» **Saved entries**:

....

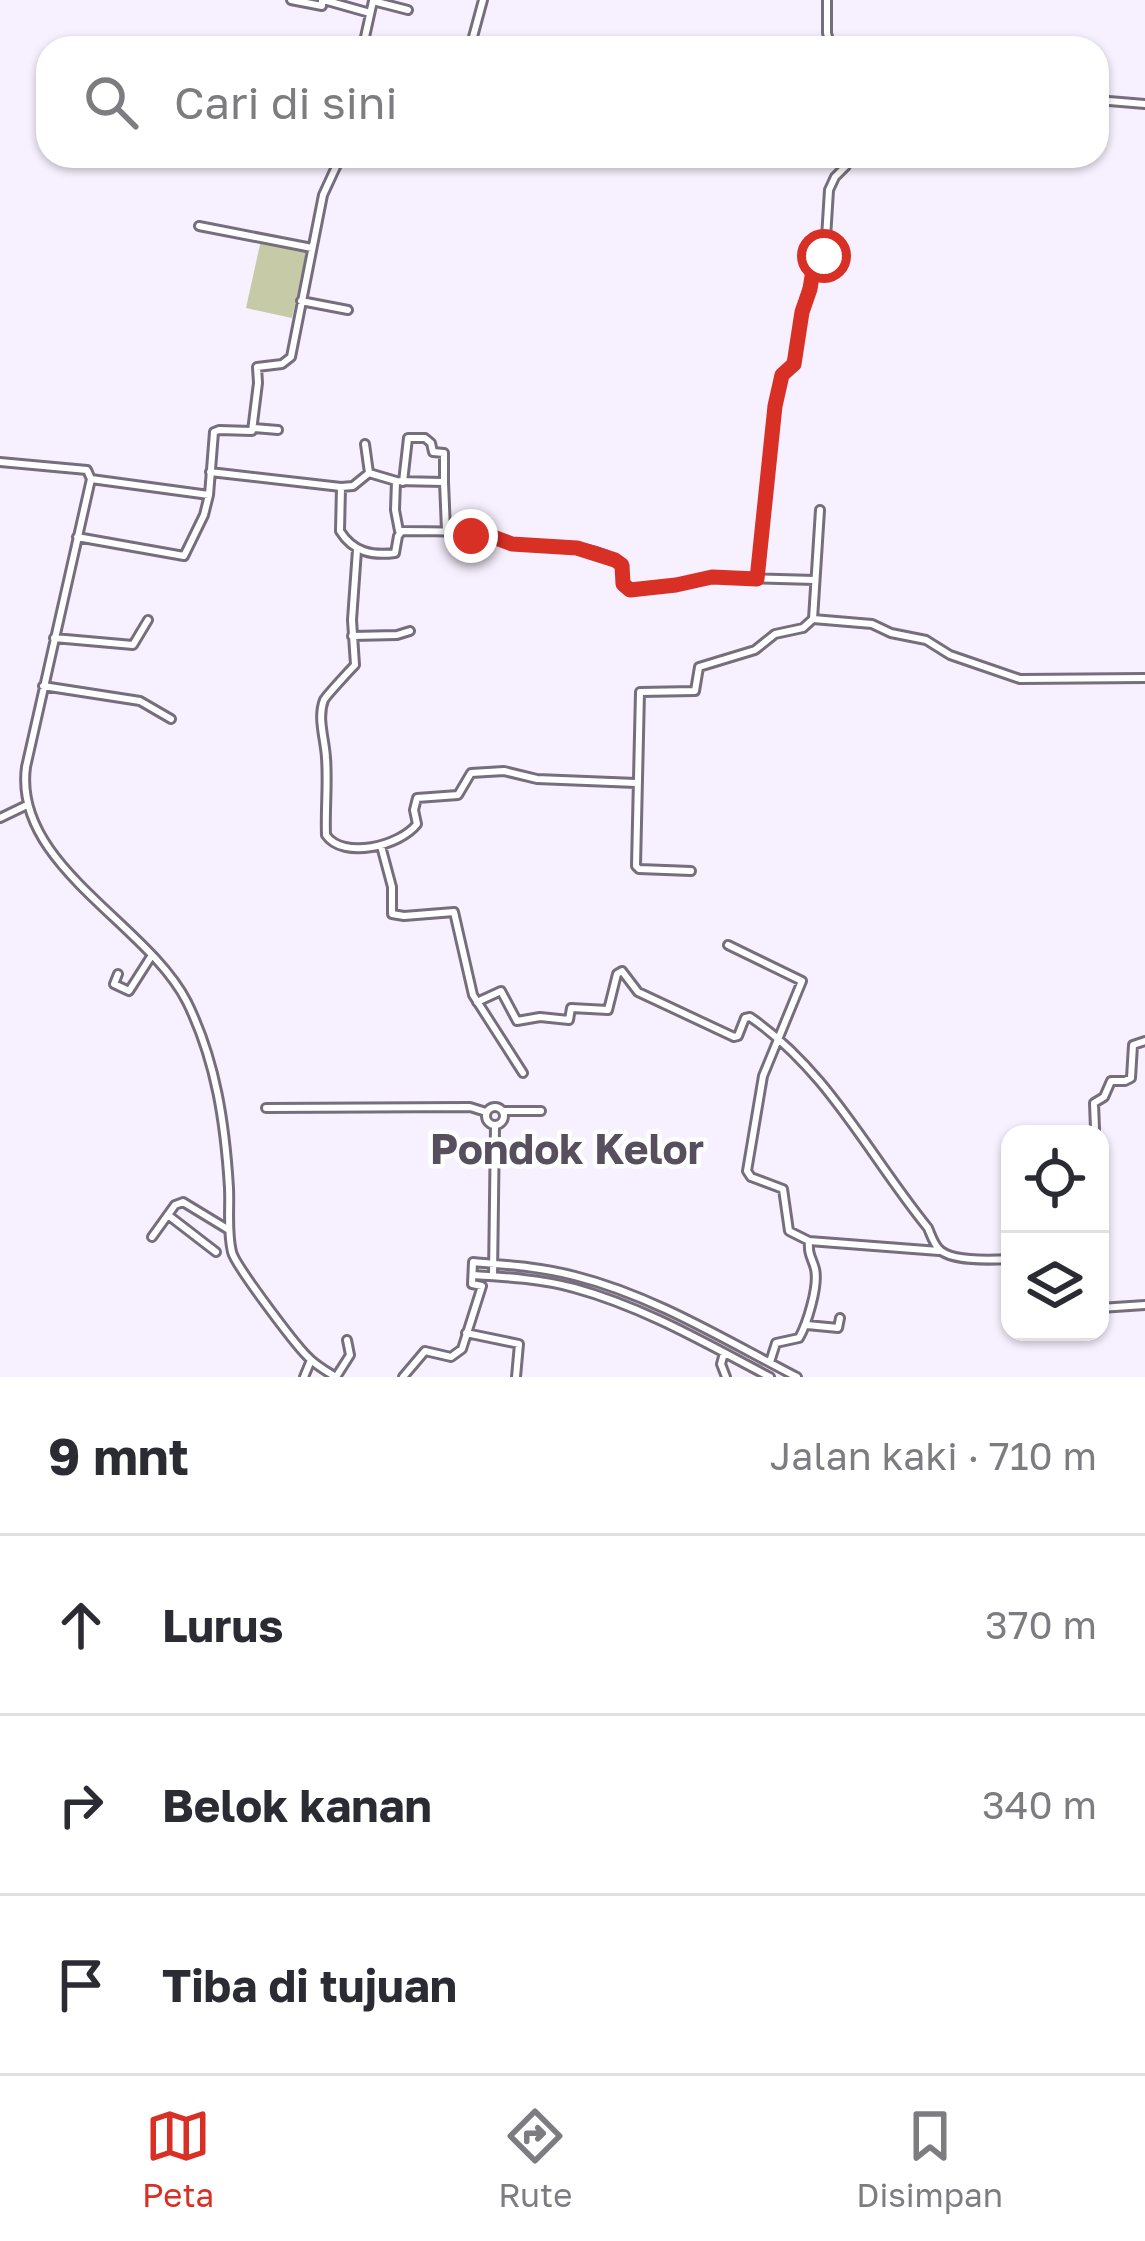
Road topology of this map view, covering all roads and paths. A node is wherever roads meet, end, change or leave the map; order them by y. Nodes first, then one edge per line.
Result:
1 (291, 0) edge
2 (323, 0) edge
3 (374, 0) edge
4 (483, 0) edge
5 (827, 0) edge
6 (408, 10) dead end
7 (370, 13) junction
8 (365, 36) edge
9 (473, 36) edge
10 (828, 36) edge
11 (1109, 101) edge
12 (1145, 104) edge
13 (335, 168) edge
14 (844, 168) edge
15 (199, 226) dead end
16 (312, 248) junction
17 (301, 302) junction
18 (348, 310) dead end
19 (254, 428) junction
20 (278, 430) dead end
21 (365, 444) dead end
22 (0, 462) edge
23 (210, 472) junction
24 (369, 473) junction
25 (91, 478) junction
26 (399, 482) junction
27 (444, 482) junction
28 (341, 487) junction
29 (209, 495) junction
30 (820, 510) dead end
31 (446, 530) junction
32 (400, 533) junction
33 (77, 537) junction
34 (357, 550) junction
35 (184, 556) junction
36 (180, 566) dead end
37 (757, 579) junction
38 (815, 580) junction
39 (813, 619) junction
40 (148, 620) dead end
41 (410, 631) dead end
42 (352, 636) junction
43 (54, 638) junction
44 (1145, 678) edge
45 (43, 686) junction
46 (171, 719) dead end
47 (636, 783) junction
48 (27, 805) junction
49 (0, 818) edge
50 (381, 846) junction
51 (691, 872) dead end
52 (728, 945) dead end
53 (152, 955) junction
54 (118, 974) dead end
55 (477, 1002) junction
56 (778, 1037) junction
57 (1145, 1041) edge
58 (523, 1073) dead end
59 (266, 1108) dead end
60 (503, 1111) junction
61 (486, 1112) junction
62 (541, 1112) dead end
63 (1094, 1125) edge
64 (495, 1126) junction
65 (168, 1216) junction
66 (230, 1230) junction
67 (152, 1237) dead end
68 (808, 1240) junction
69 (939, 1251) junction
70 (216, 1252) dead end
71 (1001, 1259) edge
72 (495, 1264) junction
73 (473, 1275) junction
74 (493, 1276) junction
75 (633, 1296) junction
76 (1145, 1305) edge
77 (629, 1307) junction
78 (1109, 1307) edge
79 (839, 1318) dead end
80 (806, 1325) junction
81 (466, 1333) junction
82 (347, 1340) dead end
83 (724, 1354) junction
84 (311, 1360) junction
85 (770, 1363) junction
86 (320, 1372) edge
87 (304, 1377) edge
88 (403, 1377) edge
89 (516, 1377) edge
90 (726, 1377) edge
91 (770, 1377) edge
92 (795, 1377) edge

1 - 2 street
2 - 7 street
3 - 6 street
3 - 7 street
4 - 9 street
5 - 10 street
7 - 8 street
11 - 12 street
13 - 16 street
14 - 37 street
15 - 16 street
16 - 17 street
17 - 18 street
17 - 19 street
19 - 20 street
19 - 23 street
21 - 24 street
22 - 25 street
23 - 28 street
23 - 29 street
24 - 26 street
24 - 28 street
25 - 29 street
25 - 33 street
26 - 27 street
26 - 27 street
26 - 32 street
27 - 31 street
28 - 34 street
29 - 35 street
30 - 38 street
31 - 32 street
31 - 37 street
32 - 34 street
33 - 35 street
33 - 43 street
34 - 42 street
35 - 36 street
37 - 38 street
38 - 39 street
39 - 44 street
39 - 47 street
40 - 43 street
41 - 42 street
42 - 50 street
43 - 45 street
45 - 46 street
45 - 48 street
47 - 50 street
47 - 51 street
48 - 49 street
48 - 53 street
50 - 55 street
52 - 56 street
53 - 54 street
53 - 66 street
55 - 56 street
55 - 58 street
56 - 68 street
56 - 69 street
57 - 63 street
59 - 61 street
60 - 61 street
60 - 62 street
60 - 64 street
61 - 64 street
64 - 72 street
65 - 66 street
65 - 67 street
65 - 70 street
66 - 84 street
68 - 69 street
68 - 80 street
69 - 71 street
72 - 73 street
72 - 74 street
72 - 75 street
73 - 74 street
73 - 81 street
74 - 77 street
75 - 77 street
75 - 85 street
76 - 78 street
77 - 83 street
79 - 80 street
80 - 85 street
81 - 88 street
81 - 89 street
82 - 86 street
83 - 90 street
83 - 91 street
84 - 86 street
84 - 87 street
85 - 92 street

....

» **Activity**: Each entry needs to be returned verbatim, with its pictures left out.

» **Problem solution**:
Road topology of this map view, covering all roads and paths. A node is wherever roads meet, end, change or leave the map; order them by y. Nodes first, then one edge per line.
Result:
1 (291, 0) edge
2 (323, 0) edge
3 (374, 0) edge
4 (483, 0) edge
5 (827, 0) edge
6 (408, 10) dead end
7 (370, 13) junction
8 (365, 36) edge
9 (473, 36) edge
10 (828, 36) edge
11 (1109, 101) edge
12 (1145, 104) edge
13 (335, 168) edge
14 (844, 168) edge
15 (199, 226) dead end
16 (312, 248) junction
17 (301, 302) junction
18 (348, 310) dead end
19 (254, 428) junction
20 (278, 430) dead end
21 (365, 444) dead end
22 (0, 462) edge
23 (210, 472) junction
24 (369, 473) junction
25 (91, 478) junction
26 (399, 482) junction
27 (444, 482) junction
28 (341, 487) junction
29 (209, 495) junction
30 (820, 510) dead end
31 (446, 530) junction
32 (400, 533) junction
33 (77, 537) junction
34 (357, 550) junction
35 (184, 556) junction
36 (180, 566) dead end
37 (757, 579) junction
38 (815, 580) junction
39 (813, 619) junction
40 (148, 620) dead end
41 (410, 631) dead end
42 (352, 636) junction
43 (54, 638) junction
44 (1145, 678) edge
45 (43, 686) junction
46 (171, 719) dead end
47 (636, 783) junction
48 (27, 805) junction
49 (0, 818) edge
50 (381, 846) junction
51 (691, 872) dead end
52 (728, 945) dead end
53 (152, 955) junction
54 (118, 974) dead end
55 (477, 1002) junction
56 (778, 1037) junction
57 (1145, 1041) edge
58 (523, 1073) dead end
59 (266, 1108) dead end
60 (503, 1111) junction
61 (486, 1112) junction
62 (541, 1112) dead end
63 (1094, 1125) edge
64 (495, 1126) junction
65 (168, 1216) junction
66 (230, 1230) junction
67 (152, 1237) dead end
68 (808, 1240) junction
69 (939, 1251) junction
70 (216, 1252) dead end
71 (1001, 1259) edge
72 (495, 1264) junction
73 (473, 1275) junction
74 (493, 1276) junction
75 (633, 1296) junction
76 (1145, 1305) edge
77 (629, 1307) junction
78 (1109, 1307) edge
79 (839, 1318) dead end
80 (806, 1325) junction
81 (466, 1333) junction
82 (347, 1340) dead end
83 (724, 1354) junction
84 (311, 1360) junction
85 (770, 1363) junction
86 (320, 1372) edge
87 (304, 1377) edge
88 (403, 1377) edge
89 (516, 1377) edge
90 (726, 1377) edge
91 (770, 1377) edge
92 (795, 1377) edge

1 - 2 street
2 - 7 street
3 - 6 street
3 - 7 street
4 - 9 street
5 - 10 street
7 - 8 street
11 - 12 street
13 - 16 street
14 - 37 street
15 - 16 street
16 - 17 street
17 - 18 street
17 - 19 street
19 - 20 street
19 - 23 street
21 - 24 street
22 - 25 street
23 - 28 street
23 - 29 street
24 - 26 street
24 - 28 street
25 - 29 street
25 - 33 street
26 - 27 street
26 - 27 street
26 - 32 street
27 - 31 street
28 - 34 street
29 - 35 street
30 - 38 street
31 - 32 street
31 - 37 street
32 - 34 street
33 - 35 street
33 - 43 street
34 - 42 street
35 - 36 street
37 - 38 street
38 - 39 street
39 - 44 street
39 - 47 street
40 - 43 street
41 - 42 street
42 - 50 street
43 - 45 street
45 - 46 street
45 - 48 street
47 - 50 street
47 - 51 street
48 - 49 street
48 - 53 street
50 - 55 street
52 - 56 street
53 - 54 street
53 - 66 street
55 - 56 street
55 - 58 street
56 - 68 street
56 - 69 street
57 - 63 street
59 - 61 street
60 - 61 street
60 - 62 street
60 - 64 street
61 - 64 street
64 - 72 street
65 - 66 street
65 - 67 street
65 - 70 street
66 - 84 street
68 - 69 street
68 - 80 street
69 - 71 street
72 - 73 street
72 - 74 street
72 - 75 street
73 - 74 street
73 - 81 street
74 - 77 street
75 - 77 street
75 - 85 street
76 - 78 street
77 - 83 street
79 - 80 street
80 - 85 street
81 - 88 street
81 - 89 street
82 - 86 street
83 - 90 street
83 - 91 street
84 - 86 street
84 - 87 street
85 - 92 street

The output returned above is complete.